The term grass is generally used to refer to plants with long thin leaves but to be a true grass the plant must be in the family Poaceae (aka Gramineae) This is a large family and includes bamboo, as well as common grains and lawn grasses. Rushes and sedges are closely related to grasses and are generally grouped with them. Several plants, however, look like ornamental grasses but are not related at all. Their common names suggest that they are grasses but once they produce flowers, their true identity is revealed.
Grasses, sedges, and rushes all have small inconspicuous flowers but differ significantly in their stem structure and leaf arrangement. The best way to distinguish them is by their stem structure. Most grass stems are round in cross-section and hallow; their leaves are in alternate, in two ranks, and enfold the stem.
Sedges The stem of a sedge is triangular in cross-section and feels angular if you roll it between your fingers. The leaves are spirally arranged in three ranks. Sedges are very important horticulturally especially the genus Carex which has many species and cultivars that are popular garden plants. This group also includes papyrus and the common lawn weed nutgrass.
Rushes Rushes are more difficult to distinguish but, again, stem and leaf arrangement are the key. Rushes have round stems like grasses but they are solid. The leaves of rushes varies with the species but generally arise from the base of the plant in a spiral. The most important genus of rush is Juncus.
Unlike grasses, sedges, and rushes, the other grass look-alike plants produce flowers with colored petals, although the flowers may be small.
Turf Lily (Liriope muscari) Although related to true lilies their flowers are small and produced on spikes in late summer. Plants are tolerant of both sun and shade and can form a dense mat that prevents the growth of weeds. Variegated forms are available.

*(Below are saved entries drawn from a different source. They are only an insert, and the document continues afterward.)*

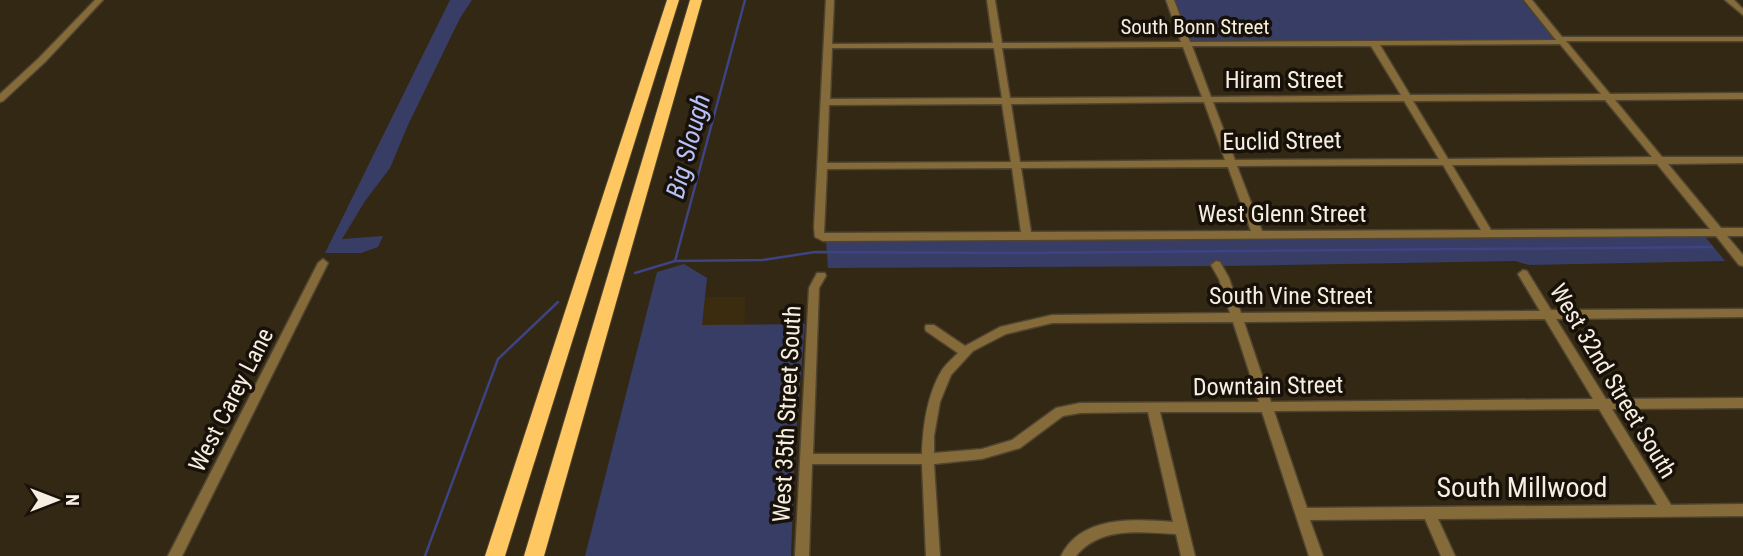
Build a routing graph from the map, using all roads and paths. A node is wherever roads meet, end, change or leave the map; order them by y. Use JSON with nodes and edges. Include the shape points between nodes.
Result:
{"nodes":[{"id":1,"x":90,"y":0,"type":"edge"},
{"id":2,"x":99,"y":0,"type":"edge"},
{"id":3,"x":673,"y":0,"type":"edge"},
{"id":4,"x":696,"y":0,"type":"edge"},
{"id":5,"x":830,"y":0,"type":"edge"},
{"id":6,"x":991,"y":0,"type":"edge"},
{"id":7,"x":1170,"y":0,"type":"edge"},
{"id":8,"x":1528,"y":0,"type":"edge"},
{"id":9,"x":1729,"y":0,"type":"edge"},
{"id":10,"x":1743,"y":13,"type":"edge"},
{"id":11,"x":1743,"y":39,"type":"edge"},
{"id":12,"x":1561,"y":41,"type":"junction"},
{"id":13,"x":1374,"y":43,"type":"junction"},
{"id":14,"x":1187,"y":44,"type":"junction"},
{"id":15,"x":828,"y":46,"type":"junction"},
{"id":16,"x":998,"y":46,"type":"junction"},
{"id":17,"x":27,"y":71,"type":"junction"},
{"id":18,"x":1607,"y":96,"type":"junction"},
{"id":19,"x":1743,"y":96,"type":"edge"},
{"id":20,"x":1407,"y":98,"type":"junction"},
{"id":21,"x":0,"y":99,"type":"edge"},
{"id":22,"x":1208,"y":100,"type":"junction"},
{"id":23,"x":1007,"y":101,"type":"junction"},
{"id":24,"x":825,"y":102,"type":"junction"},
{"id":25,"x":1659,"y":160,"type":"junction"},
{"id":26,"x":1743,"y":160,"type":"edge"},
{"id":27,"x":1445,"y":161,"type":"junction"},
{"id":28,"x":1231,"y":163,"type":"junction"},
{"id":29,"x":1016,"y":164,"type":"junction"},
{"id":30,"x":822,"y":166,"type":"junction"},
{"id":31,"x":1718,"y":232,"type":"junction"},
{"id":32,"x":1743,"y":232,"type":"edge"},
{"id":33,"x":1488,"y":233,"type":"junction"},
{"id":34,"x":1258,"y":235,"type":"junction"},
{"id":35,"x":1027,"y":237,"type":"junction"},
{"id":36,"x":1741,"y":256,"type":"edge"},
{"id":37,"x":323,"y":263,"type":"dead end"},
{"id":38,"x":1216,"y":265,"type":"dead end"},
{"id":39,"x":1523,"y":274,"type":"dead end"},
{"id":40,"x":821,"y":276,"type":"dead end"},
{"id":41,"x":1743,"y":313,"type":"edge"},
{"id":42,"x":1547,"y":314,"type":"junction"},
{"id":43,"x":1237,"y":318,"type":"junction"},
{"id":44,"x":930,"y":328,"type":"dead end"},
{"id":45,"x":965,"y":352,"type":"junction"},
{"id":46,"x":1601,"y":403,"type":"junction"},
{"id":47,"x":1743,"y":403,"type":"edge"},
{"id":48,"x":1266,"y":407,"type":"junction"},
{"id":49,"x":1153,"y":408,"type":"junction"},
{"id":50,"x":806,"y":459,"type":"junction"},
{"id":51,"x":928,"y":459,"type":"junction"},
{"id":52,"x":1667,"y":510,"type":"junction"},
{"id":53,"x":1743,"y":510,"type":"edge"},
{"id":54,"x":1429,"y":512,"type":"junction"},
{"id":55,"x":1302,"y":514,"type":"junction"},
{"id":56,"x":1181,"y":528,"type":"junction"},
{"id":57,"x":175,"y":556,"type":"edge"},
{"id":58,"x":495,"y":556,"type":"edge"},
{"id":59,"x":534,"y":556,"type":"edge"},
{"id":60,"x":802,"y":556,"type":"edge"},
{"id":61,"x":933,"y":556,"type":"edge"},
{"id":62,"x":1068,"y":556,"type":"edge"},
{"id":63,"x":1188,"y":556,"type":"edge"},
{"id":64,"x":1316,"y":556,"type":"edge"},
{"id":65,"x":1448,"y":556,"type":"edge"}],
"edges":[{"from":1,"to":17,"type":"street"},
{"from":2,"to":17,"type":"street"},
{"from":3,"to":58,"type":"highway"},
{"from":4,"to":59,"type":"highway"},
{"from":5,"to":15,"type":"street"},
{"from":6,"to":16,"type":"street"},
{"from":7,"to":14,"type":"street"},
{"from":8,"to":12,"type":"street"},
{"from":9,"to":10,"type":"street"},
{"from":11,"to":12,"type":"street","name":"South Bonn Street"},
{"from":12,"to":13,"type":"street","name":"South Bonn Street"},
{"from":12,"to":18,"type":"street"},
{"from":13,"to":14,"type":"street","name":"South Bonn Street"},
{"from":13,"to":20,"type":"street"},
{"from":14,"to":16,"type":"street","name":"South Bonn Street"},
{"from":14,"to":22,"type":"street"},
{"from":15,"to":16,"type":"street","name":"South Bonn Street"},
{"from":15,"to":24,"type":"street"},
{"from":16,"to":23,"type":"street"},
{"from":17,"to":21,"type":"street"},
{"from":18,"to":19,"type":"street","name":"Hiram Street"},
{"from":18,"to":20,"type":"street","name":"Hiram Street"},
{"from":18,"to":25,"type":"street"},
{"from":20,"to":22,"type":"street","name":"Hiram Street"},
{"from":20,"to":27,"type":"street"},
{"from":22,"to":23,"type":"street","name":"Hiram Street"},
{"from":22,"to":28,"type":"street"},
{"from":23,"to":24,"type":"street","name":"Hiram Street"},
{"from":23,"to":29,"type":"street"},
{"from":24,"to":30,"type":"street"},
{"from":25,"to":26,"type":"street","name":"Euclid Street"},
{"from":25,"to":27,"type":"street","name":"Euclid Street"},
{"from":25,"to":31,"type":"street"},
{"from":27,"to":28,"type":"street","name":"Euclid Street"},
{"from":27,"to":33,"type":"street"},
{"from":28,"to":29,"type":"street","name":"Euclid Street"},
{"from":28,"to":34,"type":"street"},
{"from":29,"to":30,"type":"street","name":"Euclid Street"},
{"from":29,"to":35,"type":"street"},
{"from":30,"to":35,"type":"street","name":"West Glenn Street","via":[[821,236]]},
{"from":31,"to":32,"type":"street","name":"West Glenn Street"},
{"from":31,"to":33,"type":"street","name":"West Glenn Street"},
{"from":31,"to":36,"type":"street"},
{"from":33,"to":34,"type":"street","name":"West Glenn Street"},
{"from":34,"to":35,"type":"street","name":"West Glenn Street"},
{"from":37,"to":57,"type":"street","name":"West Carey Lane"},
{"from":38,"to":43,"type":"street"},
{"from":39,"to":42,"type":"street","name":"West 32nd Street South"},
{"from":40,"to":50,"type":"street","name":"West 35th Street South","via":[[814,288]]},
{"from":41,"to":42,"type":"street","name":"South Vine Street"},
{"from":42,"to":43,"type":"street","name":"South Vine Street"},
{"from":42,"to":46,"type":"street","name":"West 32nd Street South"},
{"from":43,"to":45,"type":"street","name":"South Vine Street","via":[[1052,319],[999,331]]},
{"from":43,"to":48,"type":"street"},
{"from":44,"to":45,"type":"street"},
{"from":45,"to":51,"type":"street","name":"South Vine Street","via":[[933,400]]},
{"from":46,"to":47,"type":"street","name":"Downtain Street"},
{"from":46,"to":48,"type":"street","name":"Downtain Street"},
{"from":46,"to":52,"type":"street","name":"West 32nd Street South"},
{"from":48,"to":49,"type":"street","name":"Downtain Street"},
{"from":48,"to":55,"type":"street"},
{"from":49,"to":51,"type":"street","name":"Downtain Street","via":[[1065,411],[1010,447]]},
{"from":49,"to":56,"type":"street"},
{"from":50,"to":51,"type":"street","name":"Downtain Street"},
{"from":50,"to":60,"type":"street","name":"West 35th Street South"},
{"from":51,"to":61,"type":"street","name":"South Vine Street"},
{"from":52,"to":53,"type":"street","name":"South Millwood"},
{"from":52,"to":54,"type":"street","name":"South Millwood"},
{"from":54,"to":55,"type":"street","name":"South Millwood"},
{"from":54,"to":65,"type":"street"},
{"from":55,"to":64,"type":"street"},
{"from":56,"to":62,"type":"street","via":[[1098,531],[1083,537]]},
{"from":56,"to":63,"type":"street"}]}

Mondo Grass (Ophiopogon spp.) Plants produce low growing tufts of dark green evergreen leaves and spikes of small white or mauve flowers. A black-leafed form is available.
Sweet Flag (Acorus spp.) The various common names of Acorus suggest it could be a grass, rush, or sedge but, in fact it is none of these and is related to skunk cabbage and calla lily. The leaves are borne in fans unlike the leaves of true grasses. Both roots and foliage of sweet flag are fragrant. Miniature and variegated forms are available.
Blue-eyed Grass (Sisyrinchium angustifolium) Starry blue flowers half inch across dot the grassy leaves of this plant in early summer giving it its common name. Related to iris, blue-eyed grass form tufts about 12 inches high.
Iris graminae Native from Spain to Russia, the beardless iris produces mounds of dark shining green leave about 6 inches high. In early summer violet and yellow flowers that smell like rotting fruit develop but are almost hidden by the foliage.
Some plants are neither sedge or rush like but also lack colorful flowers.
Cattail (Typha spp.) Cattails usually grow in or near water and emerge from thick creeping rhizomes. The flowers and seed heads form a cigar-shaped spike that is pleasing in the garden and the vase. Cattails range in size from tall to miniature and provide a vertical accent to any planting.
Golden Reed (Libertia peregrinans) Several Libertias are grass-like but L. peregrinans is the most grass-like. It’s golden orange reed-like leaves are produced in flattened fans and form small tussocks 6 inches tall. The small, white, iris-like flowers appear in summer.